__Work order__
Could you filter the listing for lines with the word "Spring" and return them?

[Material provided]

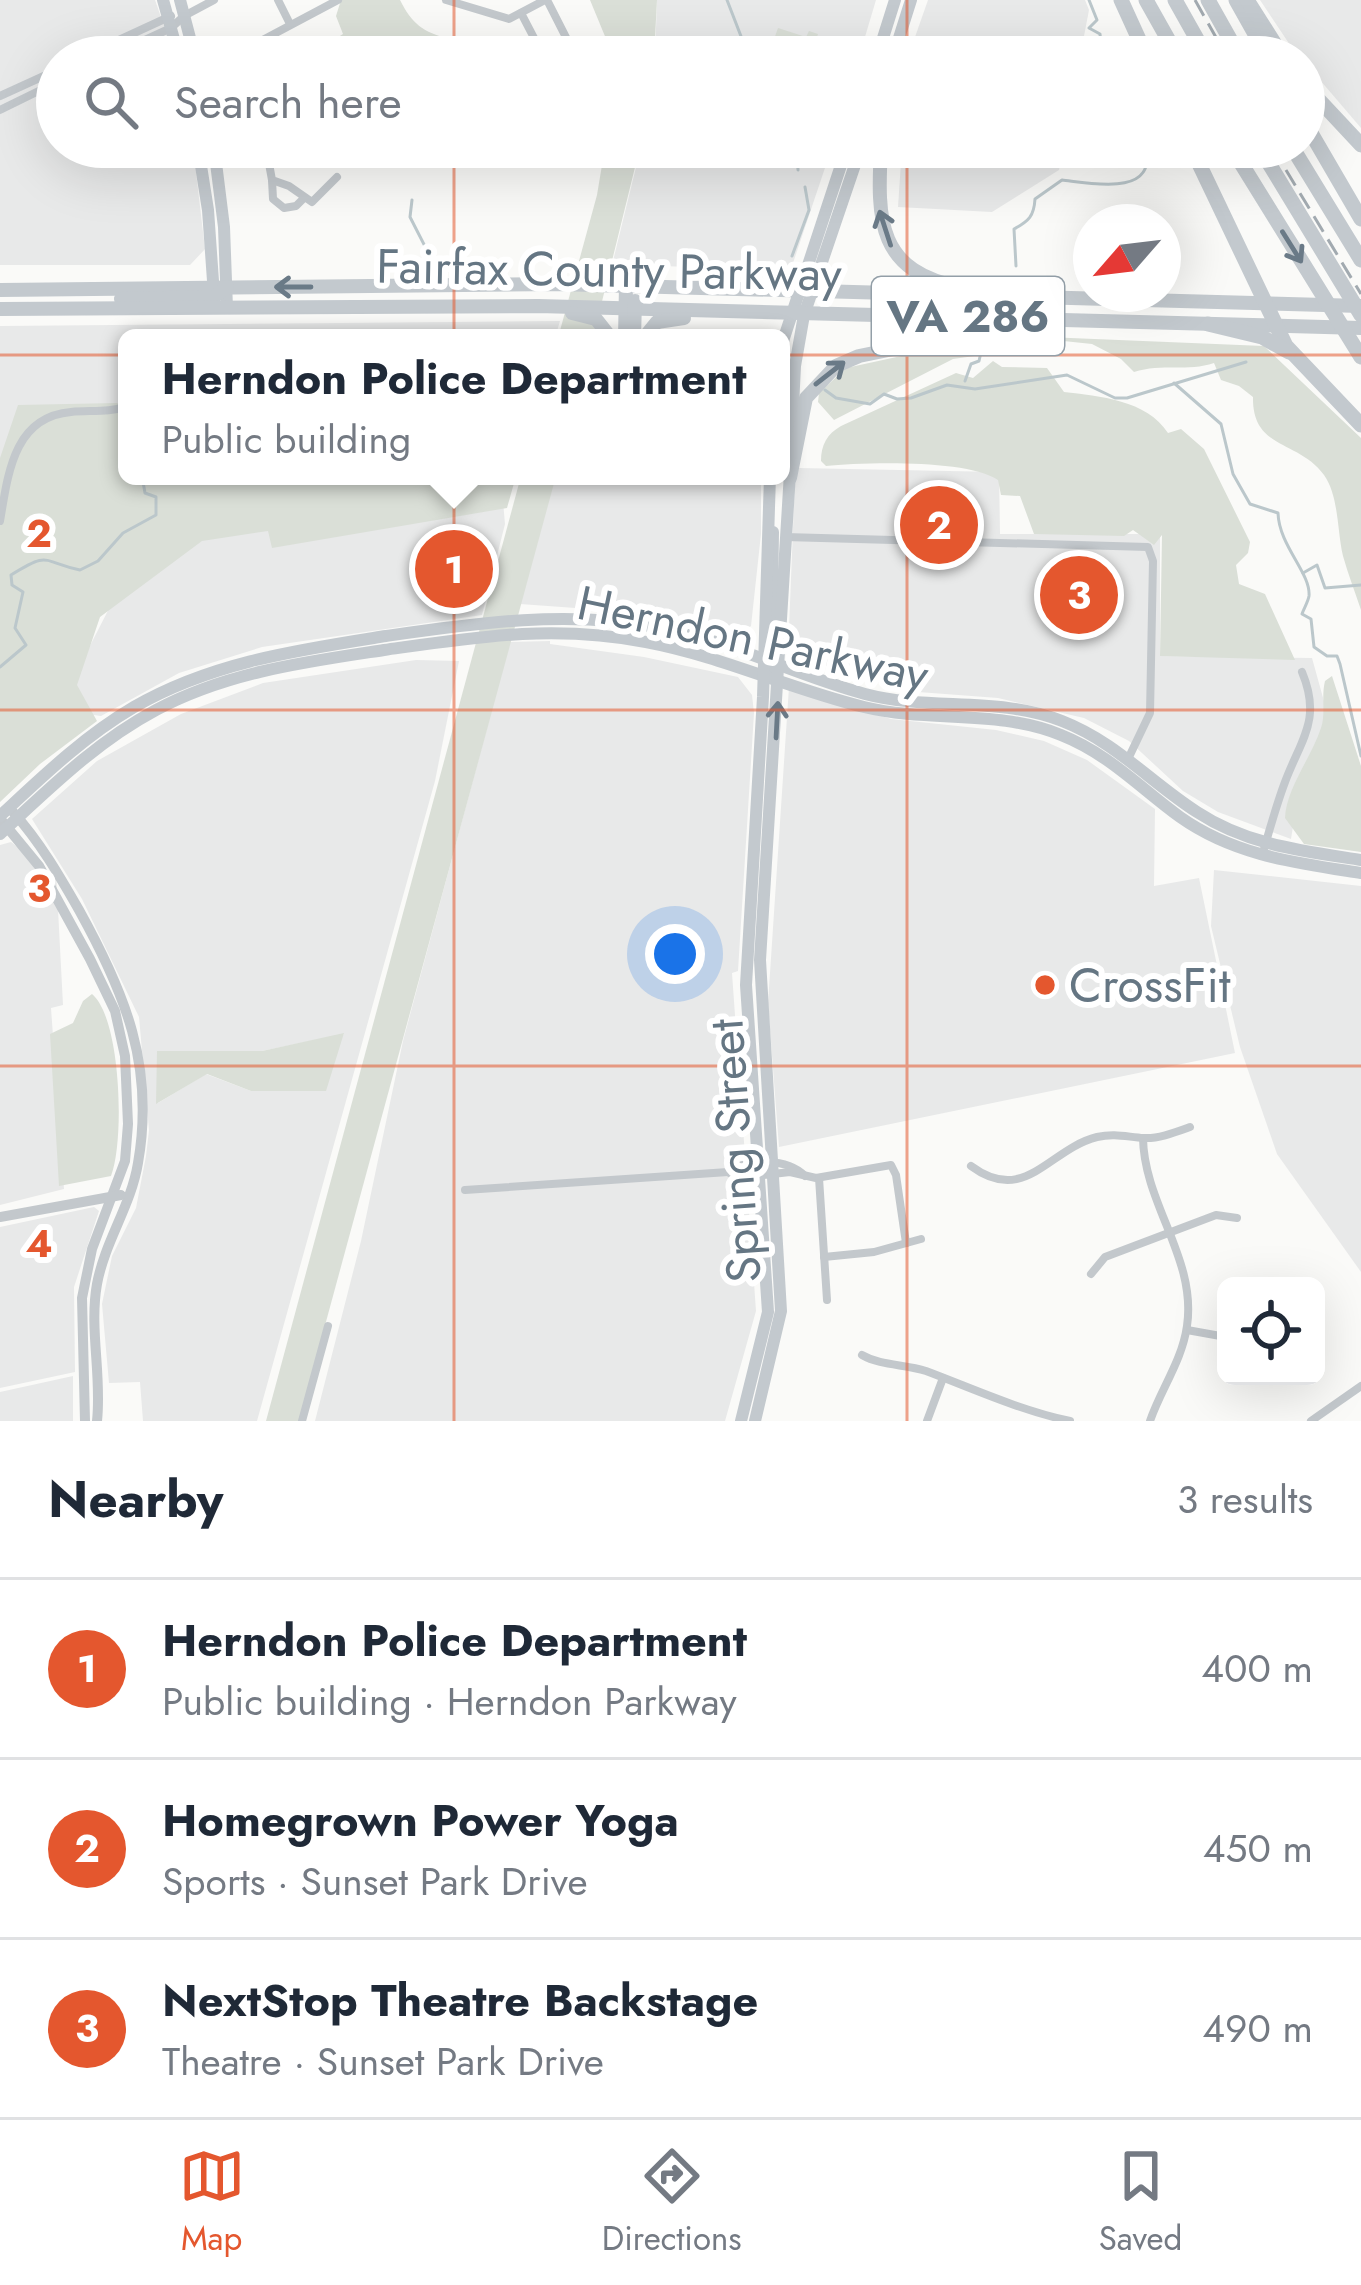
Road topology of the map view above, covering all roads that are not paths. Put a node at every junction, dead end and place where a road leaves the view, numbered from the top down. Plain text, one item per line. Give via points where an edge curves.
1 (163, 0) edge
2 (179, 0) edge
3 (214, 0) edge
4 (278, 0) edge
5 (338, 0) edge
6 (446, 0) edge
7 (546, 0) edge
8 (895, 0) edge
9 (911, 0) edge
10 (1121, 0) edge
11 (1146, 0) edge
12 (1175, 0) edge
13 (1208, 0) edge
14 (1236, 0) edge
15 (1247, 0) edge
16 (532, 3) edge
17 (521, 13) junction
18 (184, 16) junction
19 (169, 22) junction
20 (290, 24) junction
21 (134, 36) edge
22 (145, 36) edge
23 (173, 36) edge
24 (189, 36) edge
25 (269, 36) edge
26 (533, 36) edge
27 (565, 36) edge
28 (884, 36) edge
29 (899, 36) edge
30 (1137, 36) edge
31 (1166, 36) edge
32 (1195, 36) edge
33 (1228, 36) edge
34 (1256, 36) edge
35 (1270, 36) edge
36 (36, 80) edge
37 (36, 92) edge
38 (0, 96) edge
39 (1325, 106) edge
40 (0, 110) edge
41 (1361, 145) edge
42 (1325, 157) edge
43 (202, 168) edge
44 (215, 168) edge
45 (270, 168) edge
46 (842, 168) edge
47 (853, 168) edge
48 (880, 168) edge
49 (1201, 168) edge
50 (1244, 168) edge
51 (1272, 168) edge
52 (1305, 168) edge
53 (337, 177) dead end
54 (272, 180) junction
55 (304, 198) junction
56 (1361, 219) edge
57 (1361, 260) edge
58 (630, 285) junction
59 (0, 286) edge
60 (219, 297) junction
61 (1016, 297) junction
62 (801, 301) junction
63 (1267, 303) junction
64 (538, 305) junction
65 (1361, 306) edge
66 (31, 308) junction
67 (630, 308) junction
68 (100, 309) junction
69 (737, 311) junction
70 (0, 312) edge
71 (1361, 315) edge
72 (1100, 321) junction
73 (1208, 324) junction
74 (1277, 326) junction
75 (1361, 328) edge
76 (604, 329) edge
77 (626, 329) edge
78 (633, 329) edge
79 (649, 329) edge
80 (789, 329) edge
81 (1293, 355) junction
82 (1361, 357) edge
83 (790, 399) edge
84 (118, 409) edge
85 (1361, 425) edge
86 (790, 478) edge
87 (770, 485) edge
88 (789, 485) edge
89 (0, 521) edge
90 (785, 537) junction
91 (772, 661) junction
92 (1302, 672) dead end
93 (771, 677) junction
94 (1129, 757) junction
95 (6, 820) edge
96 (1264, 850) junction
97 (1361, 860) edge
98 (1361, 873) edge
99 (1190, 1127) dead end
100 (1143, 1138) junction
101 (971, 1166) dead end
102 (766, 1169) junction
103 (819, 1178) junction
104 (465, 1190) dead end
105 (130, 1194) junction
106 (116, 1195) junction
107 (0, 1217) edge
108 (1237, 1218) dead end
109 (1170, 1232) junction
110 (921, 1239) dead end
111 (906, 1243) junction
112 (824, 1257) junction
113 (1091, 1274) dead end
114 (827, 1300) dead end
115 (328, 1326) dead end
116 (1187, 1330) junction
117 (1217, 1335) edge
118 (862, 1355) dead end
119 (944, 1378) junction
120 (1360, 1389) edge
121 (85, 1421) edge
122 (97, 1421) edge
123 (302, 1421) edge
124 (741, 1421) edge
125 (755, 1421) edge
126 (927, 1421) edge
127 (1070, 1421) edge
128 (1150, 1421) edge
129 (1311, 1421) edge

1 - 19 main road
2 - 18 main road
3 - 18 street
4 - 20 street
5 - 20 street
6 - 17 street via 509,19
7 - 16 street
7 - 27 street
8 - 28 main road
9 - 29 main road
10 - 30 highway
11 - 31 highway
12 - 32 highway
13 - 33 highway
14 - 34 highway
15 - 35 highway
16 - 17 street
17 - 26 street
18 - 19 street
18 - 24 main road
19 - 21 street
19 - 22 street
19 - 23 main road
20 - 25 street
36 - 38 street
37 - 40 street
39 - 41 highway
42 - 56 highway
43 - 60 main road
44 - 60 main road
45 - 54 street
46 - 62 main road
47 - 62 main road
61 -> 48 highway via 935,281 898,256 879,214
49 - 63 highway
50 -> 82 highway
51 - 71 highway
52 - 57 highway
53 - 55 street via 317,201
54 - 55 street
54 - 55 street via 273,199 284,208
58 -> 60 highway, Fairfax County Parkway / VA 286
58 - 62 highway, Fairfax County Parkway / VA 286
58 - 67 highway
59 - 60 highway, Fairfax County Parkway / VA 286
60 - 64 highway, Fairfax County Parkway / VA 286
60 - 66 highway
60 - 68 highway, Fairfax County Parkway / VA 286
61 - 62 highway, Fairfax County Parkway / VA 286 via 824,290
61 - 63 highway, Fairfax County Parkway / VA 286
62 - 69 highway, Fairfax County Parkway / VA 286 via 777,312
62 - 72 highway, Fairfax County Parkway / VA 286
62 - 80 main road
62 - 83 main road, Spring Street
63 - 65 highway, Fairfax County Parkway / VA 286
63 - 74 highway
64 - 67 highway, Fairfax County Parkway / VA 286
64 - 76 highway via 596,319
66 - 68 highway, Fairfax County Parkway / VA 286
66 - 70 highway, Fairfax County Parkway / VA 286
67 - 69 highway, Fairfax County Parkway / VA 286
67 - 77 highway
67 - 78 highway
68 - 70 highway
69 - 79 highway via 662,320
72 - 73 highway, Fairfax County Parkway / VA 286
86 -> 72 highway via 806,398 843,362 992,330
73 - 74 highway, Fairfax County Parkway / VA 286
73 - 81 highway via 1270,340
74 - 75 highway, Fairfax County Parkway / VA 286
74 - 81 highway
81 - 85 highway
84 - 89 street via 66,412 33,427 13,458
87 - 91 main road, Spring Street
88 - 90 main road, Spring Street
90 - 91 main road, Spring Street
90 - 94 street via 1148,547 1150,713
91 - 93 main road, Spring Street
91 - 94 main road, Herndon Parkway via 877,697 1036,712
91 - 95 main road, Herndon Parkway via 648,625 556,617 274,654 201,675 133,708 77,746
92 - 96 street via 1310,722
93 - 95 main road, Herndon Parkway via 662,645 559,631 285,665 208,687 129,725
93 - 96 main road, Herndon Parkway via 878,710 1053,731 1109,759 1190,824
93 - 102 main road, Spring Street via 760,960
94 - 96 main road, Herndon Parkway via 1201,815
95 - 105 street via 44,849 132,1019 142,1136
95 - 106 street via 115,1011 128,1124
96 - 97 main road, Herndon Parkway
96 - 98 main road, Herndon Parkway
99 - 100 street
100 - 101 street via 1091,1138 1016,1179 986,1177
100 - 109 street via 1145,1167
102 - 103 street
102 - 104 street
102 - 124 main road, Spring Street via 768,1312
102 - 125 main road, Spring Street via 781,1321
103 - 111 street via 891,1165
103 - 112 street
105 - 106 street
105 - 122 street via 98,1281
106 - 107 street
106 - 121 street via 84,1280
108 - 109 street via 1216,1215
109 - 113 street via 1106,1257
109 - 116 street via 1187,1283
110 - 111 street
111 - 112 street
112 - 114 street
115 - 123 street
116 - 117 street
116 - 128 street
118 - 119 street
119 - 126 street
119 - 127 street
120 - 129 street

[/Material provided]

__Answer section__
62 - 83 main road, Spring Street
87 - 91 main road, Spring Street
88 - 90 main road, Spring Street
90 - 91 main road, Spring Street
91 - 93 main road, Spring Street
93 - 102 main road, Spring Street via 760,960
102 - 124 main road, Spring Street via 768,1312
102 - 125 main road, Spring Street via 781,1321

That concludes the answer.